忿を絶ちて、瞋を棄て、人の違うこと怒らざれ

 昨日は半年前に一般就労に移行された利用者様が、今日は長期入院されていた利用者様が、うららかな風に復帰されました。色々な事情があり離れられる方も当然おられます。一旦は離れても、また戻りたいという方もおられます。いつも申し上げておりますが、うららかな風は「駆け込み寺」であり、「最後の砦」のような存在でありたいと思って運営しております。

 どの様なご事情をお持ちの方でも、私たちは皆さんをお迎えします。どんな理由で退所されても、また一緒に働きたいと仰られれば、絶対にお断りすることは致しません。いつでもうららかな風は皆さんのそばにいます。「止まり木」のように、しんどい時は休息にお越しください。

 うららかな風の利用者様、そしてスタッフは、家族のような固い絆で結ばれています。それを言葉にしたのが、私たちのスローガンである―――

「ワンチーム&ワンハート」

 この言葉は、うららかな風の家族みんなに浸透し、一人一人の心に深く深く根付いています!

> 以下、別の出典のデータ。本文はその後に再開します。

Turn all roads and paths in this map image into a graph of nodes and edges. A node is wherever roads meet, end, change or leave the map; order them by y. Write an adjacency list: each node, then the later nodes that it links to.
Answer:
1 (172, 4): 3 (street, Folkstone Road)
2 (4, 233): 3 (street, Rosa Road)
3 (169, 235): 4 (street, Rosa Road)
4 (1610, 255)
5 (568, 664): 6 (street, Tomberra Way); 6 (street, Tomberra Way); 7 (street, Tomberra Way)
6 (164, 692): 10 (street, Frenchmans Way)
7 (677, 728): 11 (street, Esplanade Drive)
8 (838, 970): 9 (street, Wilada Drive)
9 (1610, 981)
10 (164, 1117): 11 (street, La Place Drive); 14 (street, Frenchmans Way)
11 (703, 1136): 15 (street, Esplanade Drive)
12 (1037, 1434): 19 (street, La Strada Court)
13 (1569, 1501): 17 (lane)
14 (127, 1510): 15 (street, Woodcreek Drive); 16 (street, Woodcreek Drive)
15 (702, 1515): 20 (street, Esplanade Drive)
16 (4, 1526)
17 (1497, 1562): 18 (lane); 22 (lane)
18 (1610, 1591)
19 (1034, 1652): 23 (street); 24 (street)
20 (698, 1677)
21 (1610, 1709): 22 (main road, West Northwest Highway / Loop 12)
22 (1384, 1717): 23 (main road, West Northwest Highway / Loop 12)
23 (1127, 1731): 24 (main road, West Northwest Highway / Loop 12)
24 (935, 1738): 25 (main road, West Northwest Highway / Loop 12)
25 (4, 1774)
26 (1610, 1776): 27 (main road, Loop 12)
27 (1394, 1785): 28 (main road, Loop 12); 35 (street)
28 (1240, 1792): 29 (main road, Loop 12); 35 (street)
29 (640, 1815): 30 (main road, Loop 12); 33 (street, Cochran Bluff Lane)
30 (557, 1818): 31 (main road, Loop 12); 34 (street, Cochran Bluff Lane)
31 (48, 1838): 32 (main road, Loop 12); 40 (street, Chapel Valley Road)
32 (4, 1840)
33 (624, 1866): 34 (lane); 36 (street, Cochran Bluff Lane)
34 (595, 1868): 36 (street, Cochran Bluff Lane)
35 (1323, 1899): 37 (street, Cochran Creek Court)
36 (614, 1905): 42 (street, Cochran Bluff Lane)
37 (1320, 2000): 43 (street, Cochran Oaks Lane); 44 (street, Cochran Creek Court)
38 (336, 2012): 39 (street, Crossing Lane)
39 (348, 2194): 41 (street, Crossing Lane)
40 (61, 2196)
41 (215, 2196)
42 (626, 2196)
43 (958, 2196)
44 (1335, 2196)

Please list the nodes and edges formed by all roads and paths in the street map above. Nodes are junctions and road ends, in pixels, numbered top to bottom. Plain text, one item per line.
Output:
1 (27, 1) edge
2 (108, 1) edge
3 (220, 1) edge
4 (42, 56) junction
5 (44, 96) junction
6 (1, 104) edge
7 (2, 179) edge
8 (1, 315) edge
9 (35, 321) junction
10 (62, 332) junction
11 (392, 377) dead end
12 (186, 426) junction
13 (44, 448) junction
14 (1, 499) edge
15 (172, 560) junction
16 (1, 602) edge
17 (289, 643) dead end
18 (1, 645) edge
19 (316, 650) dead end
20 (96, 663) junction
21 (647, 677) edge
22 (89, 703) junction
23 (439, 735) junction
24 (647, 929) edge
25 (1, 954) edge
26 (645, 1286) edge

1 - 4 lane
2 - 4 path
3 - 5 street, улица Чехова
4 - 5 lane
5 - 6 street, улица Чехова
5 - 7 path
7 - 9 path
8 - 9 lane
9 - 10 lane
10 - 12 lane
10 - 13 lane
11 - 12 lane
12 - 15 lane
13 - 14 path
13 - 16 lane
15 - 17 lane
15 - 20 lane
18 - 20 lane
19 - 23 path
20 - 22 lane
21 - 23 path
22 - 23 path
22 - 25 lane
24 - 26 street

 さて、本日は、利用者様二人とアジフライ弁当の盛り付けを行いました。アジフライ2枚がどんどんと鎮座するボリューム満点の弁当に仕上がっています。今週から発売が始まりましたが、売れ行きも好調です。来週からは別メニューになります。まだ召し上がられていない方は、今週中にご注文ください。

人の世の是非善悪はいいかげんなもの』

 聖徳太子の『十七条憲法』の第一に出てくる「和を以て貴しと為す」は、『論語』の中に出てくる孔子の言葉です。聖徳太子は、推古天皇の皇太子となり、政治を司っていました。当時、蘇我氏と物部氏が権力争いをしており、伝来したばかりの仏教を受け入れるか否かで対立は激化していました。

 聖徳太子が十七条憲法の第十に、「忿(こころのいかり)を絶ちて、瞋(おもてのいかり)を棄て、人の違うこと怒らざれ。人皆心あり。心おのおの執れることあり。かれ是とすればわれ非とす。われ是とすればかれ非とす。われ必ずしも聖にあらず、かれ必ずしも愚にあらず。ともにこれ凡夫のみ」

 蘇我氏と物部氏との争いをそばで見ていた、聖徳太子のはがゆい胸の内が伝わってきます。われわれは、いついかなるときも、意識にものぼらないほど深いところで、つねにわが身に執しつづけています。私にとって是か非か、気に入るか気に入らないか、損か得か、好きか嫌いか‥。小さく考えれば人と人と、大きく考えれば国と国とが、どちらも正義の名のもと、神の名のもとに終わりの見えない争いを繰り返しています。ロシアとウクライナ、イスラエルとハマスといった争いなど、世界中でみにくい戦争が続けられています。

 正義の「正」の字は「一以て止まる」と書き、「一」は「天の心、神の心」といわれています。神が争うはずがありませんので、人間が神や正義をかざして争っているに過ぎません。

 8月はもうすぐ。今年も原爆記念日、終戦記念日が近づいてきました。かつての日本も、天皇を神格化し、無謀な世界戦争に向かい、たくさんの国々の、たくさんの人々が犠牲になりました。残念ながら戦後生まれの私には、戦争の悲惨さはテレビや新聞記事で思いめぐらせるしかありませんが、いまの平和を、孫子、その先まで未来永劫続くよう、橋渡しをすることが、いまを生きる私たちの役割であると思います。けっして、進むべき道を見あやまらないように、ぜったいに、正しい道を踏みはずさぬように。